→ **TRY IT**:
Only lines below containing the string "dead" should be counted; please give that count by itself.

Stored data

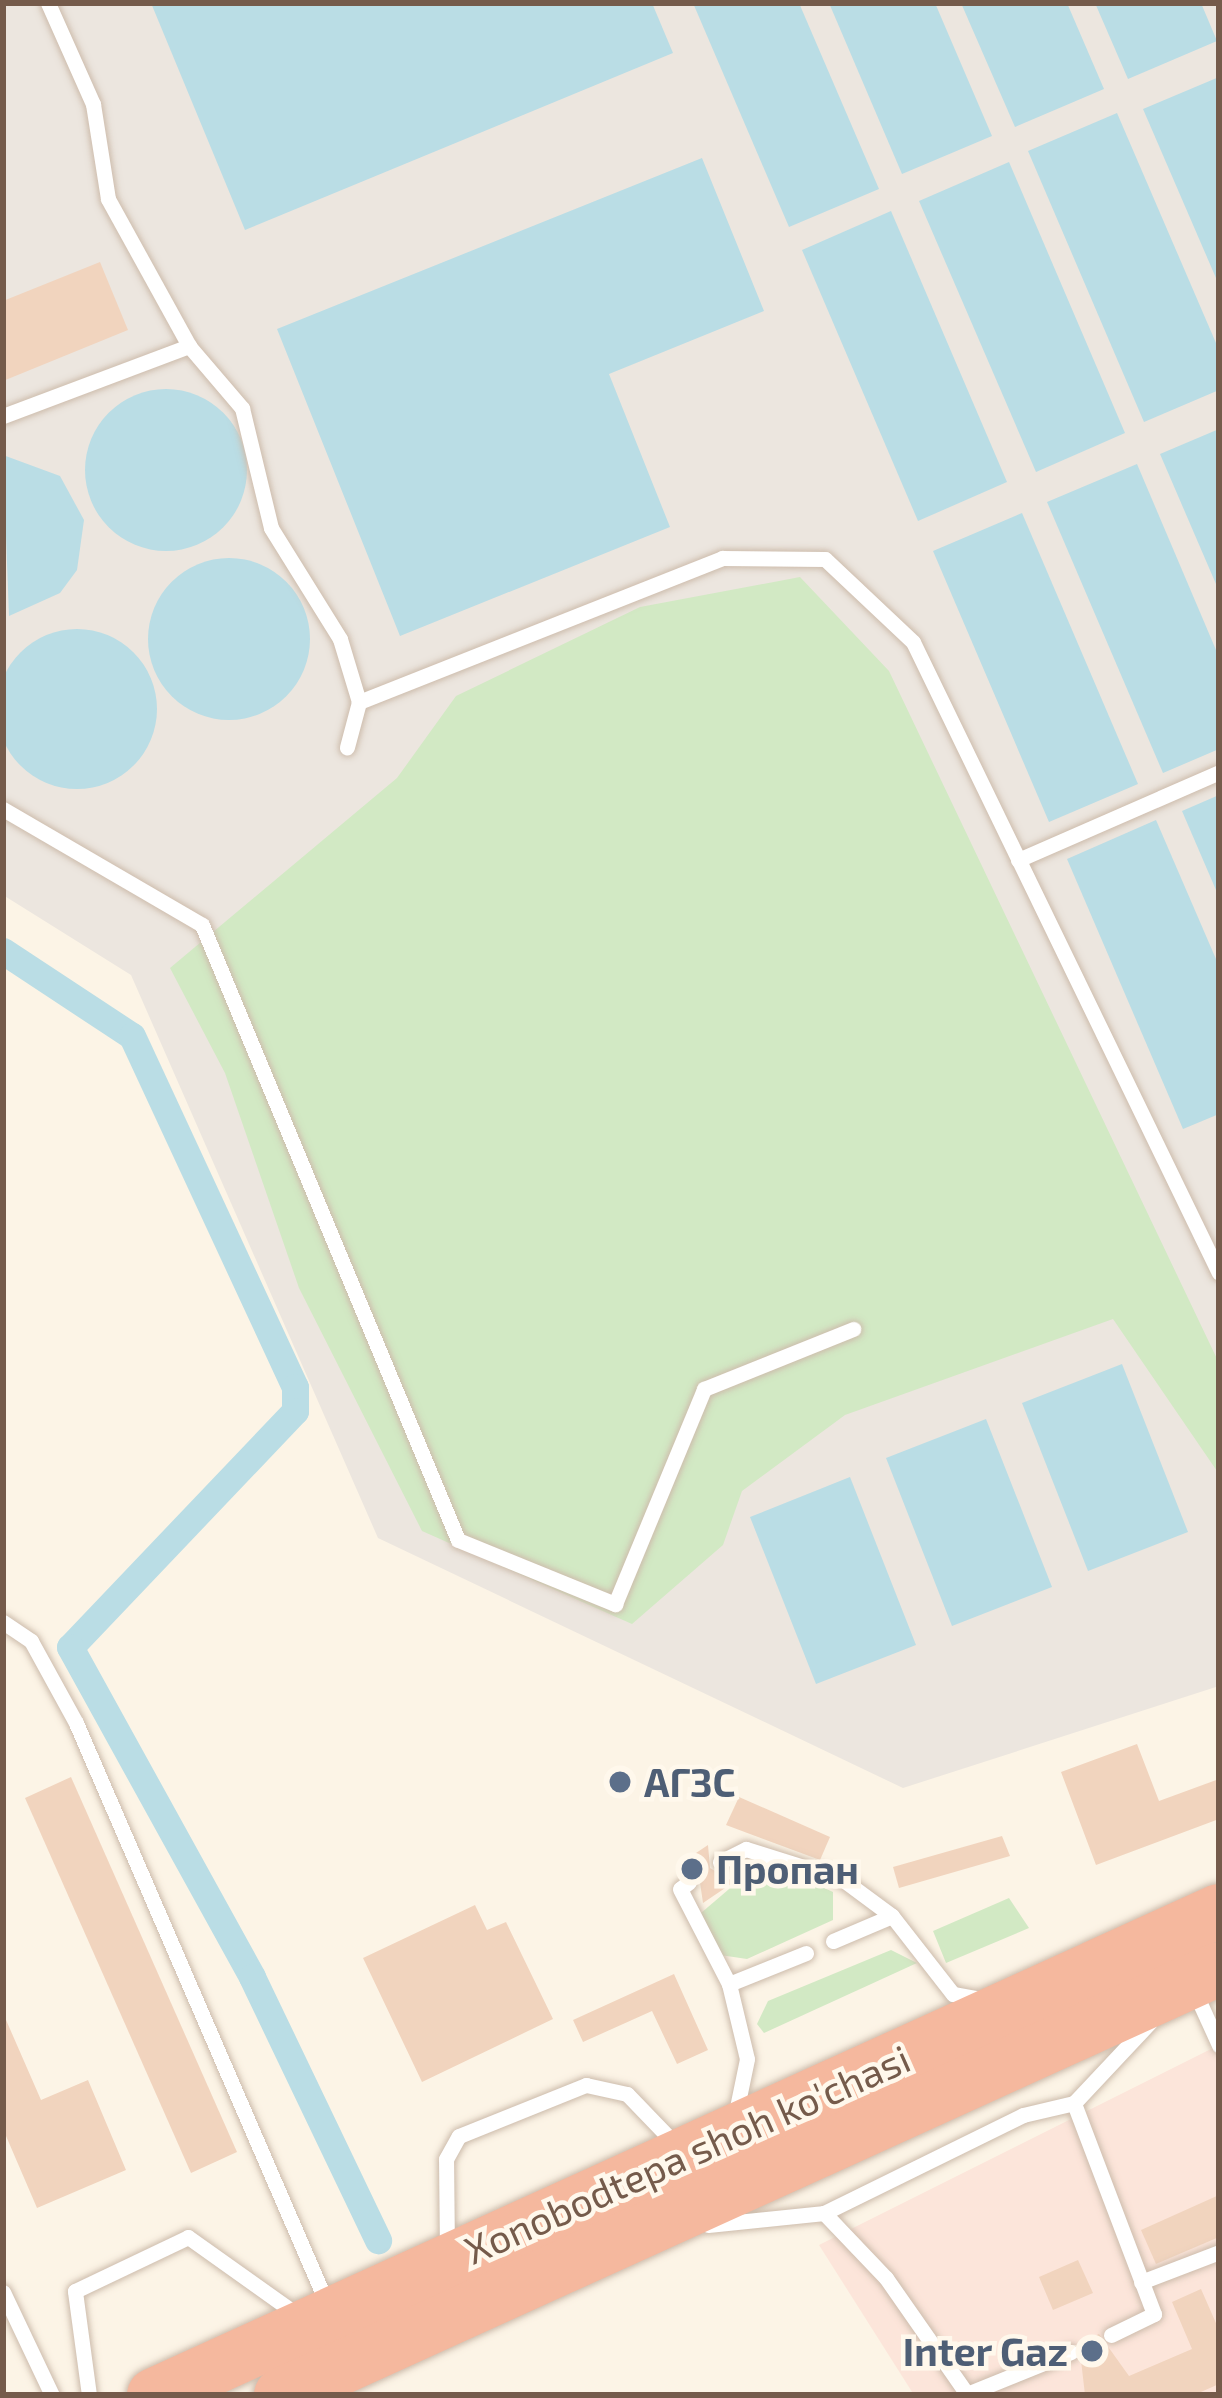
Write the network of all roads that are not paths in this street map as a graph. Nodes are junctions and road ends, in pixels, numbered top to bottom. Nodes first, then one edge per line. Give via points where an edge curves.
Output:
1 (48, 3) edge
2 (189, 346) junction
3 (3, 416) edge
4 (359, 702) junction
5 (347, 747) dead end
6 (1219, 772) edge
7 (3, 809) edge
8 (1018, 860) junction
9 (1219, 1273) edge
10 (853, 1329) dead end
11 (3, 1622) edge
12 (719, 1862) dead end
13 (689, 1882) dead end
14 (1219, 1911) edge
15 (892, 1916) junction
16 (833, 1942) dead end
17 (806, 1953) dead end
18 (1198, 1978) edge
19 (729, 1984) junction
20 (1013, 2006) junction
21 (1219, 2045) edge
22 (888, 2091) junction
23 (1073, 2103) junction
24 (706, 2145) junction
25 (824, 2213) junction
26 (640, 2232) junction
27 (1219, 2252) edge
28 (448, 2262) junction
29 (1141, 2282) junction
30 (3, 2292) edge
31 (321, 2319) junction
32 (1111, 2335) dead end
33 (1071, 2351) dead end
34 (236, 2382) edge
35 (52, 2395) edge
36 (88, 2395) edge
37 (154, 2395) edge
38 (281, 2395) edge

1 - 2 lane via 93,104 108,199
2 - 3 lane
2 - 4 lane via 242,408 271,528 306,570
4 - 5 lane
4 - 8 lane via 722,557 825,559 913,642
6 - 8 lane
7 - 10 lane via 202,925 458,1540 615,1604 704,1388
8 - 9 lane
11 - 31 lane via 32,1641 76,1724
12 - 15 lane via 746,1849 842,1879
13 - 19 lane via 680,1889
14 - 20 highway, Xonobodtepa shoh ko'chasi
15 - 16 lane
15 - 20 lane via 953,1994
17 - 19 lane
18 - 21 lane
18 - 22 highway, Xonobodtepa shoh ko'chasi
18 - 23 lane
19 - 24 lane via 747,2059
20 - 22 highway, Xonobodtepa shoh ko'chasi
22 - 24 highway, Xonobodtepa shoh ko'chasi
22 - 26 highway, Xonobodtepa shoh ko'chasi
23 - 25 lane via 1023,2115
23 - 29 lane
24 - 28 highway, Xonobodtepa shoh ko'chasi
24 - 28 lane via 627,2094 586,2085 460,2136 446,2158
25 - 26 lane
25 - 33 lane via 886,2278 967,2393
26 - 38 highway, Xonobodtepa shoh ko'chasi
27 - 29 lane
28 - 31 highway, Xonobodtepa shoh ko'chasi
29 - 32 lane via 1154,2314
30 - 35 lane
31 - 34 highway, Xonobodtepa shoh ko'chasi
31 - 36 lane via 188,2236 75,2291
34 - 37 highway, Xonobodtepa shoh ko'chasi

→ **EXERCISE ANSWER**:
8